To do: For every line below, output the text exactly and leave out images.

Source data

※ ※ ※

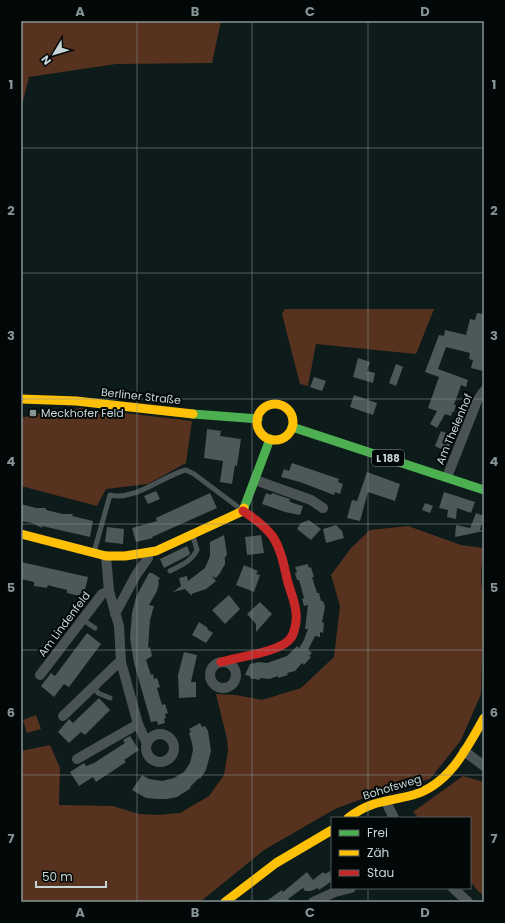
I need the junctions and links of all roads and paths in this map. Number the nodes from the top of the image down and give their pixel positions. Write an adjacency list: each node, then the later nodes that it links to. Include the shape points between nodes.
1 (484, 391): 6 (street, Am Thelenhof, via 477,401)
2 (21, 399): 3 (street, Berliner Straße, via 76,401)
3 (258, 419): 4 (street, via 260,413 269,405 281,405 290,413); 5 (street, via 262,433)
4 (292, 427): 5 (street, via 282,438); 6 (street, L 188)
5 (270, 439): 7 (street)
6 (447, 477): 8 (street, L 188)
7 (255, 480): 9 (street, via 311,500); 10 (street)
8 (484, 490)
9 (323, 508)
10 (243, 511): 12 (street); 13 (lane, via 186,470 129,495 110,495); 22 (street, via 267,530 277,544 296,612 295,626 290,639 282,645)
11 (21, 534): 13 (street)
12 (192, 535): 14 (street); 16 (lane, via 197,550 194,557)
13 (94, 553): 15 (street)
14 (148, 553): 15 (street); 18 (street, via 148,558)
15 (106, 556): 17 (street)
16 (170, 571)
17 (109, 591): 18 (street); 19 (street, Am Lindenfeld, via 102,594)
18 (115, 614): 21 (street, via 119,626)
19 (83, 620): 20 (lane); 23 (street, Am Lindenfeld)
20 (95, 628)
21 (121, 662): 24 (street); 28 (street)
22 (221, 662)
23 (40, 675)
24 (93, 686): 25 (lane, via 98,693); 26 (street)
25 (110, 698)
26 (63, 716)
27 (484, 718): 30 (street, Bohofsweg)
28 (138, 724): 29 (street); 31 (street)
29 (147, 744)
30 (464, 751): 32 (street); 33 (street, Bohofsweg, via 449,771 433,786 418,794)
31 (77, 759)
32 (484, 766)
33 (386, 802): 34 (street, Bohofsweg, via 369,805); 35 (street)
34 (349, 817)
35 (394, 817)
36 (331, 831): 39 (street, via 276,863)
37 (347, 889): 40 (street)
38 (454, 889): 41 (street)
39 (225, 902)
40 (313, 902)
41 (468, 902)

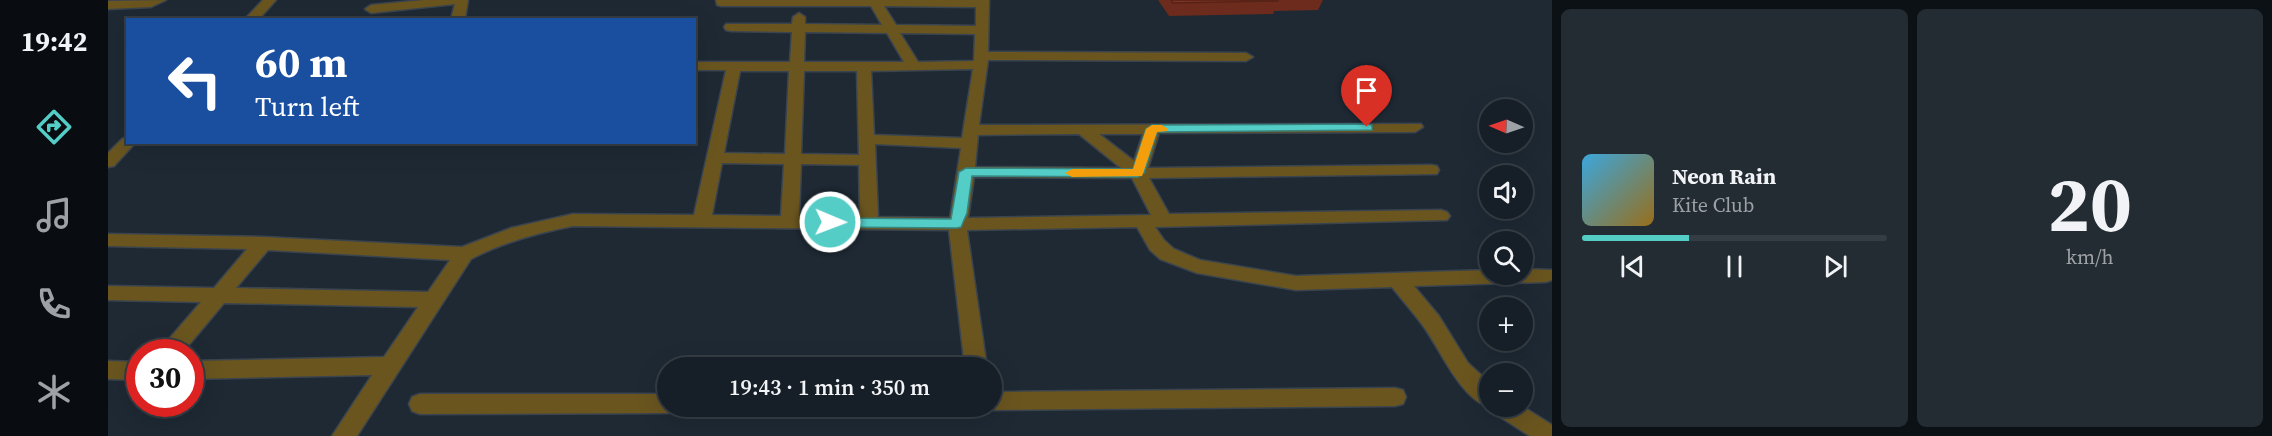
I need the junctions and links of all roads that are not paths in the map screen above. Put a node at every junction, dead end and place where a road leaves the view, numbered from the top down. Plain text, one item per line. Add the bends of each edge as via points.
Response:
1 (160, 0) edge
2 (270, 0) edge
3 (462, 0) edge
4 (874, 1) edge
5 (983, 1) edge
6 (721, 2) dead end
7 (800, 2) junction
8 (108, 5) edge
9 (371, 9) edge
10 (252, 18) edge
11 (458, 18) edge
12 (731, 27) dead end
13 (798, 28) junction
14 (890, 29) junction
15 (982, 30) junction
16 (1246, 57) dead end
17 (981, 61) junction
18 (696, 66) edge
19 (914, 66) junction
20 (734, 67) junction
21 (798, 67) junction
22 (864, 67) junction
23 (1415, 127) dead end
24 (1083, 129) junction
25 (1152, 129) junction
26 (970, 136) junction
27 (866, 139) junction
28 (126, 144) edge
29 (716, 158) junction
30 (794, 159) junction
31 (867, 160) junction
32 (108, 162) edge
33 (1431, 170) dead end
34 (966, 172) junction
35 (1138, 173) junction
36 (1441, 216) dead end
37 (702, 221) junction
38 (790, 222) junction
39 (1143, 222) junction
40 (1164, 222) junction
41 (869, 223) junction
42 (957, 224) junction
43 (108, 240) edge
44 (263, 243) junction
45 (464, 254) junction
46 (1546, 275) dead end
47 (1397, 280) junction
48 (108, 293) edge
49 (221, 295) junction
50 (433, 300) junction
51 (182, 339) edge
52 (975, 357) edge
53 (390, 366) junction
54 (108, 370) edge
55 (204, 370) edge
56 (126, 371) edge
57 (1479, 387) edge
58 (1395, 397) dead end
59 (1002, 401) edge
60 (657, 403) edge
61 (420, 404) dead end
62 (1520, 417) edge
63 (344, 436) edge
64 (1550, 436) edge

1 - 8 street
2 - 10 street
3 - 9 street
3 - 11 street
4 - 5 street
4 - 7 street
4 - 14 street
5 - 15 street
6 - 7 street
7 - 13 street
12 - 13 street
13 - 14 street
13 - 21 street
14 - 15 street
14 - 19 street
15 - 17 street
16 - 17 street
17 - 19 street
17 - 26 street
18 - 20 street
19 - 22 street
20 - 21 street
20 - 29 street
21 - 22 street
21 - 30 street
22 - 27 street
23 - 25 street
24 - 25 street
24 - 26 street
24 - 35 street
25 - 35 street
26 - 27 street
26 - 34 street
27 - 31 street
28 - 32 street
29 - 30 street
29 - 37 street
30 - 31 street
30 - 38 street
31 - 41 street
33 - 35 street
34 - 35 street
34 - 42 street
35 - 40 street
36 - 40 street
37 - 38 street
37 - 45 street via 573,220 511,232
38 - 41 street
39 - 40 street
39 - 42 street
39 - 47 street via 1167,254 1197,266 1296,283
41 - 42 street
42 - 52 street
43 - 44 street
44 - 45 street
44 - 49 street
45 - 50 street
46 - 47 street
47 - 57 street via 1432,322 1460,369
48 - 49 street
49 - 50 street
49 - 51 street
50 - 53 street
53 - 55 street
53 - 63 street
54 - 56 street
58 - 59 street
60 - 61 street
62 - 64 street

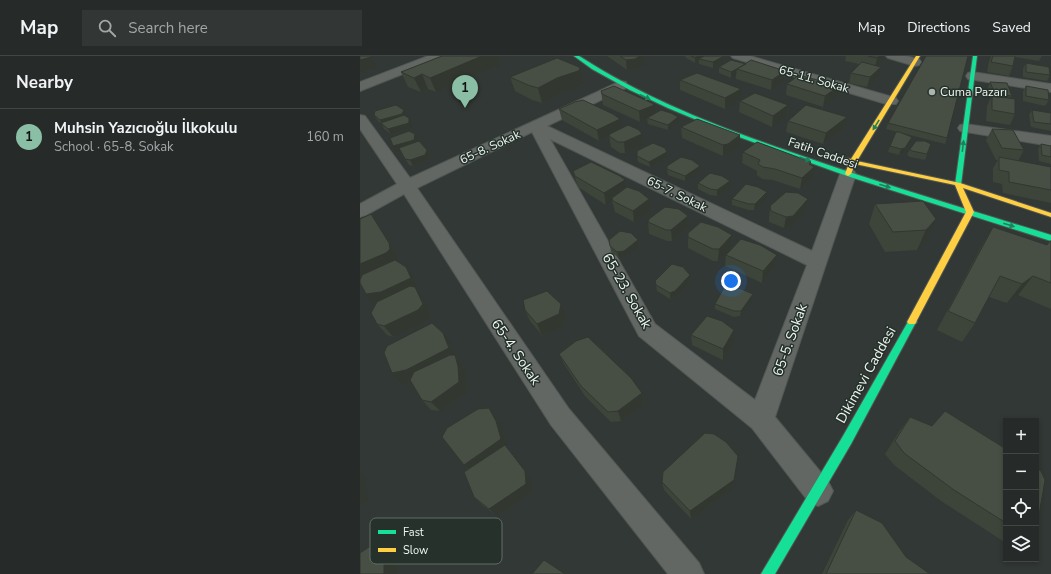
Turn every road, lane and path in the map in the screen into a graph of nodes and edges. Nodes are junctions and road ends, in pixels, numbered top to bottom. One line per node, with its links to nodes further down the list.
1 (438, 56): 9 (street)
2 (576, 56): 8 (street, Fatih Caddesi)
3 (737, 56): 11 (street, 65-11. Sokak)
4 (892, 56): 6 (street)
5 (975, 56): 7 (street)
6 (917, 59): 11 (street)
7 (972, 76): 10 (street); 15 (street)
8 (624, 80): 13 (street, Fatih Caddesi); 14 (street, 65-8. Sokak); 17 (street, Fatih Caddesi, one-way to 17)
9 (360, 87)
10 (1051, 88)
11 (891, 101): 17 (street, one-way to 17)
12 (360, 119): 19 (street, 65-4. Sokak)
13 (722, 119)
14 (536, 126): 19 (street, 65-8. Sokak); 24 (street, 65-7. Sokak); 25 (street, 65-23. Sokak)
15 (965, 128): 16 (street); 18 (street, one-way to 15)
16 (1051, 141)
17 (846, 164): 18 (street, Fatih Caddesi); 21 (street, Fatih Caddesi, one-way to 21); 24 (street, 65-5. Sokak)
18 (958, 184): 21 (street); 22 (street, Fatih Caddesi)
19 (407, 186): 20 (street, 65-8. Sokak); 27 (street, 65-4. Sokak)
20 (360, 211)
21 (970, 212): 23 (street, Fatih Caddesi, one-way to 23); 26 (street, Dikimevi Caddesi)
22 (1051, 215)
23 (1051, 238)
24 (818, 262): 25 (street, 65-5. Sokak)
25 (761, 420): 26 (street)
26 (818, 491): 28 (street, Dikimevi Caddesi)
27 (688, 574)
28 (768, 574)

※ ※ ※

Response:
I need the junctions and links of all roads and paths in this map. Number the nodes from the top of the image down and give their pixel positions. Write an adjacency list: each node, then the later nodes that it links to. Include the shape points between nodes.
1 (484, 391): 6 (street, Am Thelenhof, via 477,401)
2 (21, 399): 3 (street, Berliner Straße, via 76,401)
3 (258, 419): 4 (street, via 260,413 269,405 281,405 290,413); 5 (street, via 262,433)
4 (292, 427): 5 (street, via 282,438); 6 (street, L 188)
5 (270, 439): 7 (street)
6 (447, 477): 8 (street, L 188)
7 (255, 480): 9 (street, via 311,500); 10 (street)
8 (484, 490)
9 (323, 508)
10 (243, 511): 12 (street); 13 (lane, via 186,470 129,495 110,495); 22 (street, via 267,530 277,544 296,612 295,626 290,639 282,645)
11 (21, 534): 13 (street)
12 (192, 535): 14 (street); 16 (lane, via 197,550 194,557)
13 (94, 553): 15 (street)
14 (148, 553): 15 (street); 18 (street, via 148,558)
15 (106, 556): 17 (street)
16 (170, 571)
17 (109, 591): 18 (street); 19 (street, Am Lindenfeld, via 102,594)
18 (115, 614): 21 (street, via 119,626)
19 (83, 620): 20 (lane); 23 (street, Am Lindenfeld)
20 (95, 628)
21 (121, 662): 24 (street); 28 (street)
22 (221, 662)
23 (40, 675)
24 (93, 686): 25 (lane, via 98,693); 26 (street)
25 (110, 698)
26 (63, 716)
27 (484, 718): 30 (street, Bohofsweg)
28 (138, 724): 29 (street); 31 (street)
29 (147, 744)
30 (464, 751): 32 (street); 33 (street, Bohofsweg, via 449,771 433,786 418,794)
31 (77, 759)
32 (484, 766)
33 (386, 802): 34 (street, Bohofsweg, via 369,805); 35 (street)
34 (349, 817)
35 (394, 817)
36 (331, 831): 39 (street, via 276,863)
37 (347, 889): 40 (street)
38 (454, 889): 41 (street)
39 (225, 902)
40 (313, 902)
41 (468, 902)

I need the junctions and links of all roads that are not paths in the map screen above. Put a node at every junction, dead end and place where a road leaves the view, numbered from the top down. Plain text, one item per line. Add the bends of each edge as via points.
Response:
1 (160, 0) edge
2 (270, 0) edge
3 (462, 0) edge
4 (874, 1) edge
5 (983, 1) edge
6 (721, 2) dead end
7 (800, 2) junction
8 (108, 5) edge
9 (371, 9) edge
10 (252, 18) edge
11 (458, 18) edge
12 (731, 27) dead end
13 (798, 28) junction
14 (890, 29) junction
15 (982, 30) junction
16 (1246, 57) dead end
17 (981, 61) junction
18 (696, 66) edge
19 (914, 66) junction
20 (734, 67) junction
21 (798, 67) junction
22 (864, 67) junction
23 (1415, 127) dead end
24 (1083, 129) junction
25 (1152, 129) junction
26 (970, 136) junction
27 (866, 139) junction
28 (126, 144) edge
29 (716, 158) junction
30 (794, 159) junction
31 (867, 160) junction
32 (108, 162) edge
33 (1431, 170) dead end
34 (966, 172) junction
35 (1138, 173) junction
36 (1441, 216) dead end
37 (702, 221) junction
38 (790, 222) junction
39 (1143, 222) junction
40 (1164, 222) junction
41 (869, 223) junction
42 (957, 224) junction
43 (108, 240) edge
44 (263, 243) junction
45 (464, 254) junction
46 (1546, 275) dead end
47 (1397, 280) junction
48 (108, 293) edge
49 (221, 295) junction
50 (433, 300) junction
51 (182, 339) edge
52 (975, 357) edge
53 (390, 366) junction
54 (108, 370) edge
55 (204, 370) edge
56 (126, 371) edge
57 (1479, 387) edge
58 (1395, 397) dead end
59 (1002, 401) edge
60 (657, 403) edge
61 (420, 404) dead end
62 (1520, 417) edge
63 (344, 436) edge
64 (1550, 436) edge

1 - 8 street
2 - 10 street
3 - 9 street
3 - 11 street
4 - 5 street
4 - 7 street
4 - 14 street
5 - 15 street
6 - 7 street
7 - 13 street
12 - 13 street
13 - 14 street
13 - 21 street
14 - 15 street
14 - 19 street
15 - 17 street
16 - 17 street
17 - 19 street
17 - 26 street
18 - 20 street
19 - 22 street
20 - 21 street
20 - 29 street
21 - 22 street
21 - 30 street
22 - 27 street
23 - 25 street
24 - 25 street
24 - 26 street
24 - 35 street
25 - 35 street
26 - 27 street
26 - 34 street
27 - 31 street
28 - 32 street
29 - 30 street
29 - 37 street
30 - 31 street
30 - 38 street
31 - 41 street
33 - 35 street
34 - 35 street
34 - 42 street
35 - 40 street
36 - 40 street
37 - 38 street
37 - 45 street via 573,220 511,232
38 - 41 street
39 - 40 street
39 - 42 street
39 - 47 street via 1167,254 1197,266 1296,283
41 - 42 street
42 - 52 street
43 - 44 street
44 - 45 street
44 - 49 street
45 - 50 street
46 - 47 street
47 - 57 street via 1432,322 1460,369
48 - 49 street
49 - 50 street
49 - 51 street
50 - 53 street
53 - 55 street
53 - 63 street
54 - 56 street
58 - 59 street
60 - 61 street
62 - 64 street

Turn every road, lane and path in the map in the screen into a graph of nodes and edges. Nodes are junctions and road ends, in pixels, numbered top to bottom. One line per node, with its links to nodes further down the list.
1 (438, 56): 9 (street)
2 (576, 56): 8 (street, Fatih Caddesi)
3 (737, 56): 11 (street, 65-11. Sokak)
4 (892, 56): 6 (street)
5 (975, 56): 7 (street)
6 (917, 59): 11 (street)
7 (972, 76): 10 (street); 15 (street)
8 (624, 80): 13 (street, Fatih Caddesi); 14 (street, 65-8. Sokak); 17 (street, Fatih Caddesi, one-way to 17)
9 (360, 87)
10 (1051, 88)
11 (891, 101): 17 (street, one-way to 17)
12 (360, 119): 19 (street, 65-4. Sokak)
13 (722, 119)
14 (536, 126): 19 (street, 65-8. Sokak); 24 (street, 65-7. Sokak); 25 (street, 65-23. Sokak)
15 (965, 128): 16 (street); 18 (street, one-way to 15)
16 (1051, 141)
17 (846, 164): 18 (street, Fatih Caddesi); 21 (street, Fatih Caddesi, one-way to 21); 24 (street, 65-5. Sokak)
18 (958, 184): 21 (street); 22 (street, Fatih Caddesi)
19 (407, 186): 20 (street, 65-8. Sokak); 27 (street, 65-4. Sokak)
20 (360, 211)
21 (970, 212): 23 (street, Fatih Caddesi, one-way to 23); 26 (street, Dikimevi Caddesi)
22 (1051, 215)
23 (1051, 238)
24 (818, 262): 25 (street, 65-5. Sokak)
25 (761, 420): 26 (street)
26 (818, 491): 28 (street, Dikimevi Caddesi)
27 (688, 574)
28 (768, 574)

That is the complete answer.